I admit it—I don’t understand what point all the anger is supposed to serve for people living and dealing with diabetes.
I’m not at all saying that I don’t get or have never been angry about having diabetes—that would be a lie—I just don’t spend much time in that mental space quite simply because being there exhausts me and it rarely gives me anything in return.
Sadness, sure. Frustration, sure. Confusion, sure. But anger, just not that much.
I read an old blog post from Parenting Diabetic Kids this morning where they listed the Top Ten Things the parents hate to hear. Mainly it was what you might expect from a loved one forced to give a little one a shot or finger stick, and who is concerned with lows and highs.
It was the unadulterated anger when faced with comments from others about sugar, what the kids can eat, how they got the disease, unknowing comments and related assumptions there is only one type of diabetes that concern me. One of the comments in response to someone learning a child has diabetes that topped the list was “at least it’s not cancer.” The response from many parents to this comment alone was less than gracious.
It was rather startling and I wonder how they make it through the day with all that anger inside and leaking out when they have to also deal with diabetes.
I’m not saying I don’t understand these frustrations. What I don’t understand is the repeated messages I see online and have seen over the years in “support groups” for people with diabetes. I don’t understand how so many can “live” so long in such an angry space.
And of course it isn’t just the parents or caregivers I’m talking about. I meet many people with diabetes who were diagnosed forty years ago and still live with pure anger about it every day.
I think diabetes is a really hard thing to live with. I think type one diabetes is crazy hard to balance, and I can’t imagine how it is to deal with the rather limited tools and restrictions imposed on people with type two. I understand that these difficulties can be opportunities to spur more research and education about ways to remove the harmful eventualities of the disease progression and new methods and new medications. I’m all for that.
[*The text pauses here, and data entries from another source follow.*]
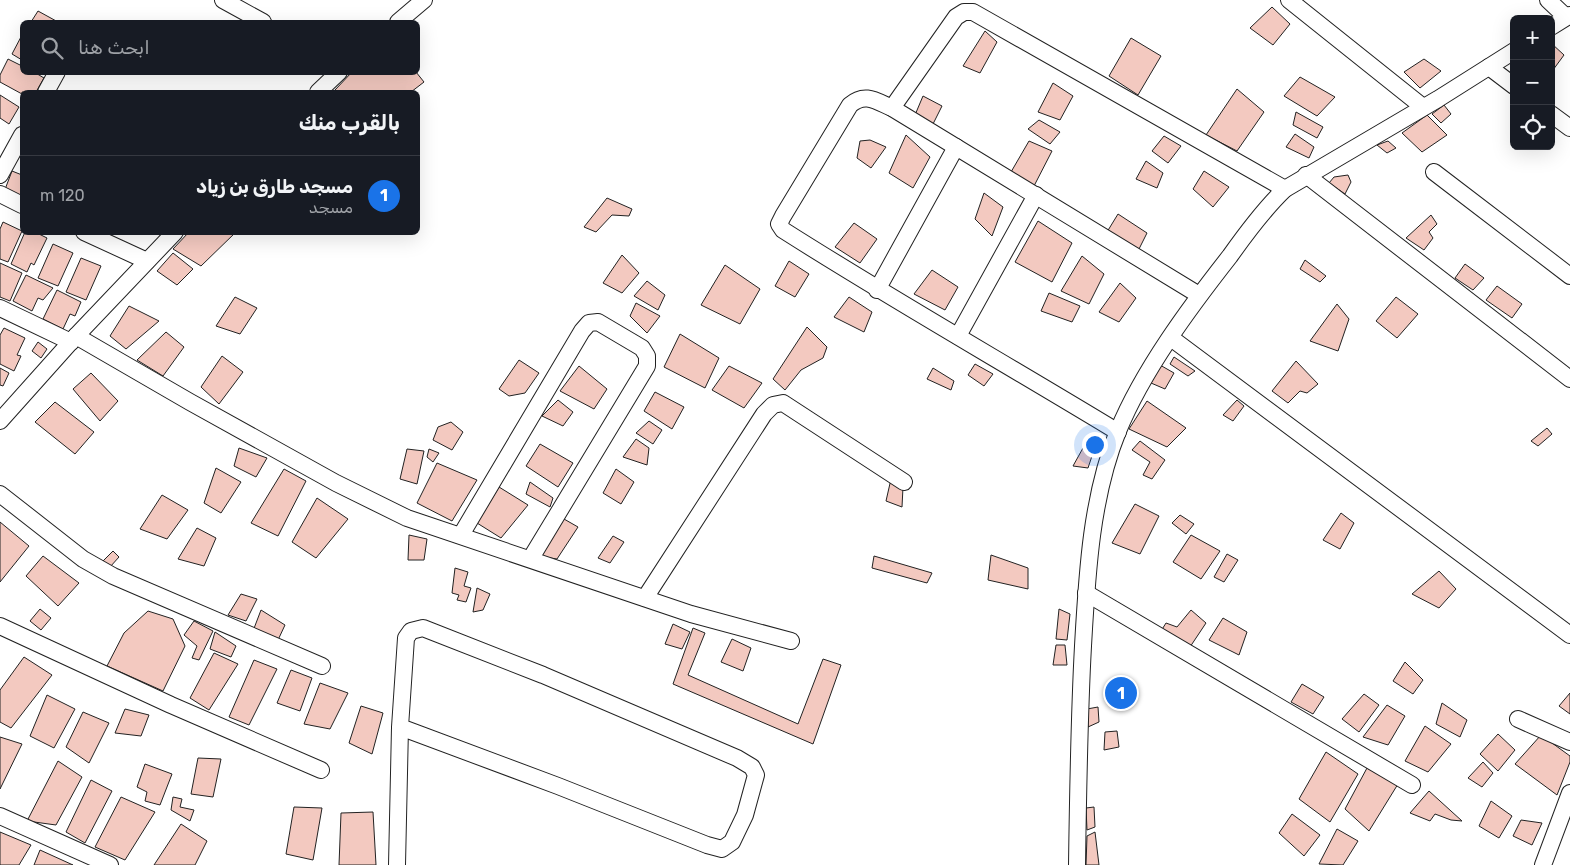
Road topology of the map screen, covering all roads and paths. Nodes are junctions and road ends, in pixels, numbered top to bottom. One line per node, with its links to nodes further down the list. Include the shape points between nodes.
1 (222, 0): 6 (street)
2 (424, 0): 7 (street)
3 (1289, 0): 17 (street)
4 (1548, 0): 5 (street)
5 (1568, 16): 8 (street)
6 (260, 20)
7 (400, 20)
8 (1555, 24)
9 (1510, 54): 10 (street)
10 (1489, 67): 13 (street); 17 (street)
11 (55, 75): 14 (street)
12 (336, 75): 15 (street)
13 (1510, 83)
14 (47, 90)
15 (320, 90)
16 (892, 108): 21 (street); 25 (street, via 956,17 964,12 974,12); 33 (street, via 867,97 858,98 850,104 779,224 783,230)
17 (1423, 108): 24 (street)
18 (1555, 117): 19 (street)
19 (1570, 128)
20 (20, 139): 23 (street)
21 (956, 147): 27 (street); 33 (street)
22 (1434, 172): 32 (street)
23 (0, 175)
24 (1306, 175): 25 (street); 39 (street)
25 (1284, 189): 34 (street, via 1266,207)
26 (0, 194): 28 (street)
27 (1036, 195): 34 (street); 36 (street)
28 (20, 204)
29 (91, 235): 31 (street)
30 (172, 235): 31 (street)
31 (147, 261): 38 (street)
32 (1570, 276)
33 (877, 290): 36 (street)
34 (1199, 295): 37 (street)
35 (0, 308): 38 (street)
36 (958, 336): 41 (street)
37 (1171, 338): 41 (street, via 1134,398); 49 (street)
38 (74, 339): 40 (street); 44 (street, via 372,502 407,518)
39 (1570, 379)
40 (0, 421)
41 (1118, 432): 46 (street, via 1100,492)
42 (904, 482): 47 (street, via 783,403 773,405 764,414)
43 (0, 494): 51 (street, via 83,558 113,576)
44 (461, 535): 45 (street); 45 (street, via 582,331 589,323 598,322 642,348 647,356 647,366)
45 (531, 558): 47 (street)
46 (1086, 593): 56 (street); 61 (street, via 1079,723)
47 (646, 598): 50 (street)
48 (0, 626): 55 (street)
49 (1570, 635)
50 (792, 642)
51 (322, 666)
52 (1518, 719): 54 (street)
53 (400, 727): 53 (street, via 406,638 411,631 423,628 737,758 752,768 756,775 745,815 732,842 722,849 707,846); 60 (street)
54 (1570, 742)
55 (320, 770)
56 (1412, 784)
57 (1570, 793): 62 (street)
58 (0, 816): 59 (street)
59 (110, 865)
60 (397, 865)
61 (1078, 865)
62 (1543, 865)

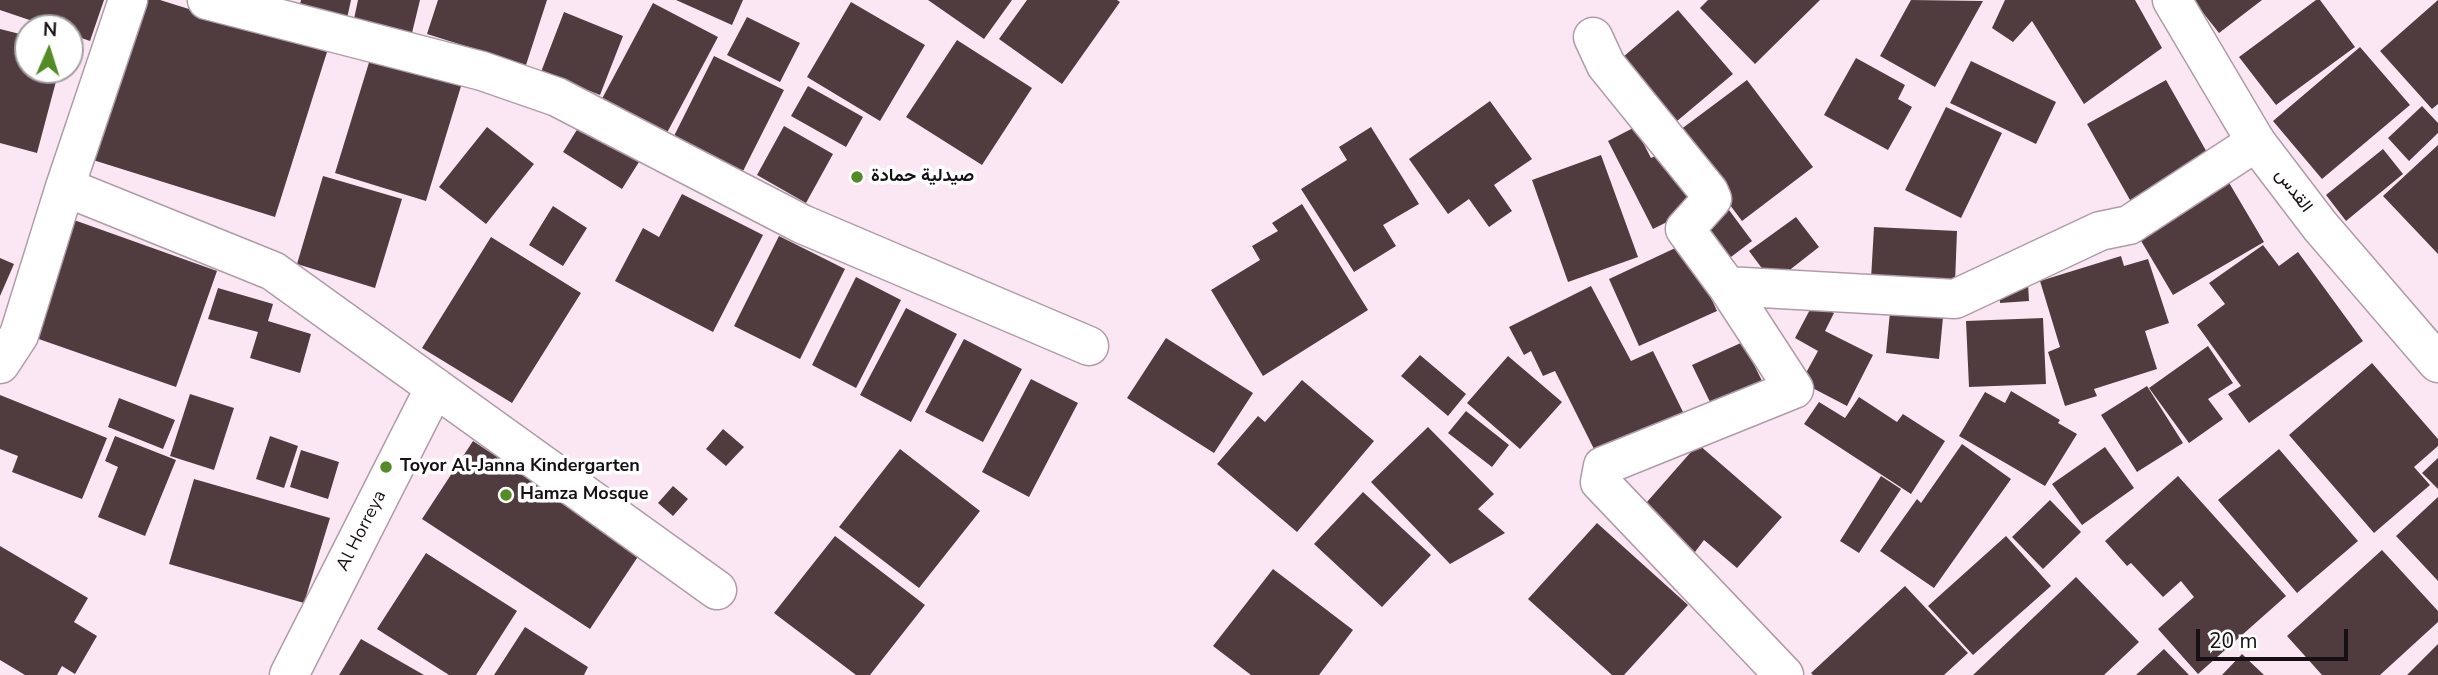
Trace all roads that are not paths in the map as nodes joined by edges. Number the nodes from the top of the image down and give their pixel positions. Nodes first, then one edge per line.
1 (128, 0) edge
2 (207, 0) edge
3 (2172, 0) edge
4 (1593, 37) dead end
5 (2256, 142) junction
6 (65, 187) junction
7 (1727, 286) junction
8 (1089, 346) dead end
9 (2438, 363) edge
10 (0, 364) edge
11 (435, 387) junction
12 (717, 590) dead end
13 (289, 675) edge
14 (1784, 675) edge

1 - 6 street
2 - 8 street
3 - 5 street, القدس
4 - 7 street
5 - 7 street
5 - 9 street, القدس
6 - 10 street
6 - 11 street
7 - 14 street
11 - 12 street
11 - 13 street, Al Horreya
Maybe I just get confused because I wonder what guarantees anyone thought were waiting for them in life? I look around and see so many terrible things happening in the world and I look down at my digital pump and its sterile infusion set and my fancy insulin and get my blood sugar result in 5 seconds and I just wonder: what does all the anger do for anyone?
I do want to applaud one comment I read from someone who has two family members with type one. I think she gets what it is like, even if her own pancreas works, to live with the constant checks.
My husband and daughter are both diabetic and we always get these comments. But I have to say I agree with the “at least it’s not cancer”. There were kids in hospital when [my daughter] was diagnosed at age 2 last year, who were dying – of cancer or other diseases. Those parents were losing their kids. My husband’s colleague had a 2-year-old boy diagnosed with MD a few years ago. That family watched their child die and there was NOTHING they could do about it. At least [my daughter] has a pump and a blood meter! I’m not going to lose my kid. OK she’ll face physical problems and many emotional issues but with the help and support of her family and friends she can get through them and lead a normal life. My friend’s little girl is highly allergic to a number of foods and can actually eat less at parties than [my daughter] can. If she eats the wrong thing she might die immediately. I think I’d be far more scared about that! We’ve all got challenges to deal with in life, and our job is to get on with them and help our kids lead as normal a life as possible. And who knows, dealing with diabetes might just make them stronger, healthier adults. I have certainly learned a lot and grown up a lot in the last 15 months since [my daughter’s] diagnosis, even though my husband has been Type 1 for nearly 10 years now. He has learned a lot too. Hang in there, keep smiling and keep raising awareness!
after 8 years of my daughter living with this I agree..at first I was very angry and wondered what I did to cause this..now it just is what it is..we do what we have to, and she does everything I would have her do even if she didn’t have T1..I just get on with life..and I am very grateful for new insulins, pumps etc..my aunt didn’t have these wonderful inventions, and sadly passed away 10 months before my daughter’s dx..I don’t really mind answering questions about it either..I just feel I am educating more and more people about it, and that can’t hurt..more power to you!
THANK YOU!!! you have put my feelings into words. I read so much anger, so much talk of devastation,tragedy and injustice. I have two small children with T1 and I cannot, CANNOT live consumed by the anger!! I read that same article last year and I read comments on FB every day full of diabetes-hate.It’s draining to even read, I can’t imagine embracing that anger as my lifestyle. I am so happy that you haven’t and that you shared your feelings.